WTF it's Wednesday again, and here I am! Blogging like the blogger I am! Who knew?
I have no business sitting down in front of the computer right now. I am currently looking at my chalkboard countdown to Christmas, and it's mocking me. It's like " you do know that it's 7 days til Christmas, dumbass!"
OK, it doesn't really say dumbass, but I'm sure it means it. Because the reality is, I have only wrapped about 12 out of 997 presents so far. And I have not made ONE Christmas cookie. I have not mailed ONE Christmas card. I am a massive, horrifying Christmas slacker.
In my defense, my Christmas cards have not yet arrived. What the heck is taking them so long?!!! At this rate, I'll be lucky if they get to people before Santa comes to town. I feel so crappy because Victoria's picture isn't on the cards. Maybe that makes me a bad host mom :( The problem was that I had it done and set on Thanksgiving before she came to live with us! On the plus side, Victoria's Christmas ball came yesterday and she hung it on the tree, so yay! My status as a decent host mom should hopefully be restored to good standing.

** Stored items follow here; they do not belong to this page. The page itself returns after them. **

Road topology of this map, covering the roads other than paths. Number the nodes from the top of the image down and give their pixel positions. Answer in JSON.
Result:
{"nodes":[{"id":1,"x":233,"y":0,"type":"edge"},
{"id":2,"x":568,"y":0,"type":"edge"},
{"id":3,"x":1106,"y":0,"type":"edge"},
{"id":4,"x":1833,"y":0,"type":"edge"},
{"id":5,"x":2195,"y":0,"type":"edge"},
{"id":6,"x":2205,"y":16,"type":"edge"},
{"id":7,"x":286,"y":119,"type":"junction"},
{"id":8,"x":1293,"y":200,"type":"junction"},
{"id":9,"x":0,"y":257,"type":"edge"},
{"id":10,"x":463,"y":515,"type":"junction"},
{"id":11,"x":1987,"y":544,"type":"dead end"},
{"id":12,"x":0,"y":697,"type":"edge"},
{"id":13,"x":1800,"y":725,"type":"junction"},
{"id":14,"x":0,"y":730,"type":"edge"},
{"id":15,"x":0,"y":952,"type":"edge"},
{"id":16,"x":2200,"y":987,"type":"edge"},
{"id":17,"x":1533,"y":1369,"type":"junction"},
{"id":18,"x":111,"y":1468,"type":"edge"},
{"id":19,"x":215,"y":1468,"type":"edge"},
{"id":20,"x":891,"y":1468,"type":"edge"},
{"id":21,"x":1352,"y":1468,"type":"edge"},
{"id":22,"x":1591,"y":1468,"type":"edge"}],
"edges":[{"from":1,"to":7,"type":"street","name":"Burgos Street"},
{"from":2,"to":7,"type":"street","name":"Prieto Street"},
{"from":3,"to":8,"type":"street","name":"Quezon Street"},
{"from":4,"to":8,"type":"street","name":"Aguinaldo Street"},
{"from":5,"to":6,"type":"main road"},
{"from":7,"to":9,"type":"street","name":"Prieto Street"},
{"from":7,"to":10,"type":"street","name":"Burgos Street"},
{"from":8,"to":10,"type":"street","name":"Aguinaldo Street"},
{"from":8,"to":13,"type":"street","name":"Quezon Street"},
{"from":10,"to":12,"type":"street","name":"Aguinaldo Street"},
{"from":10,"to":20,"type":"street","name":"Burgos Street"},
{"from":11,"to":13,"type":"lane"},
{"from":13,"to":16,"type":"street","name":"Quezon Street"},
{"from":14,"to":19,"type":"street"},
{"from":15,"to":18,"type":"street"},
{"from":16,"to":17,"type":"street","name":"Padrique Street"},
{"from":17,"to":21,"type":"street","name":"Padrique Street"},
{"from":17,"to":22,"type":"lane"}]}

Also in my defense, I am sick! I have a dumb cold! I totally blame Ali and her germy family. Ali had strep throat last week and I took a picture of her germy throat with my phone, because I'm weird like that I guess. I can't talk, my voice is all hoarse and barky. I'm all congested and stuff. So, wah. It's very hard to want to get out of bed and bake and wrap and shop til I drop when I am hacking up a lung and feeling generally junky. Incidentally, isn't it kind of funny when you lose your voice and you have to whisper at people, they whisper back? I kind of like that...
And ALSO in my defense, it's snowed! A lot! I'm not complaining or anything, because I absolutely love a snowy Christmas season. I love this time of year, I really really do. It finally feels like Christmas with snow on the ground and cold, frosty weather, and red rosy cheeks. I love it. But. But, snow means school cancellations and delays. Which of course means, cramps in my shopping and wrapping style. How in the heck am I supposed to shop for hours on end in a blizzard with kids at home bouncing around instead of snug at their desks at school? Sheesh.
So, yeah. I'm sitting here on the computer. Procrastinating and looking at awkward cat gifs, bark-laughing by myself like a dummy. Then, just to balance myself, crying til my nose runs literally to my chin at super sad restore-your-faith-in-humanity dog rescue videos. Jeez. Good thing my video cam isn't on or anything. Nobody needs to see this.
Well. I guess I should go. I really have to make a plan of action for what is left of this day. And I also have to play Candy Crush and Words. Did I say that out loud?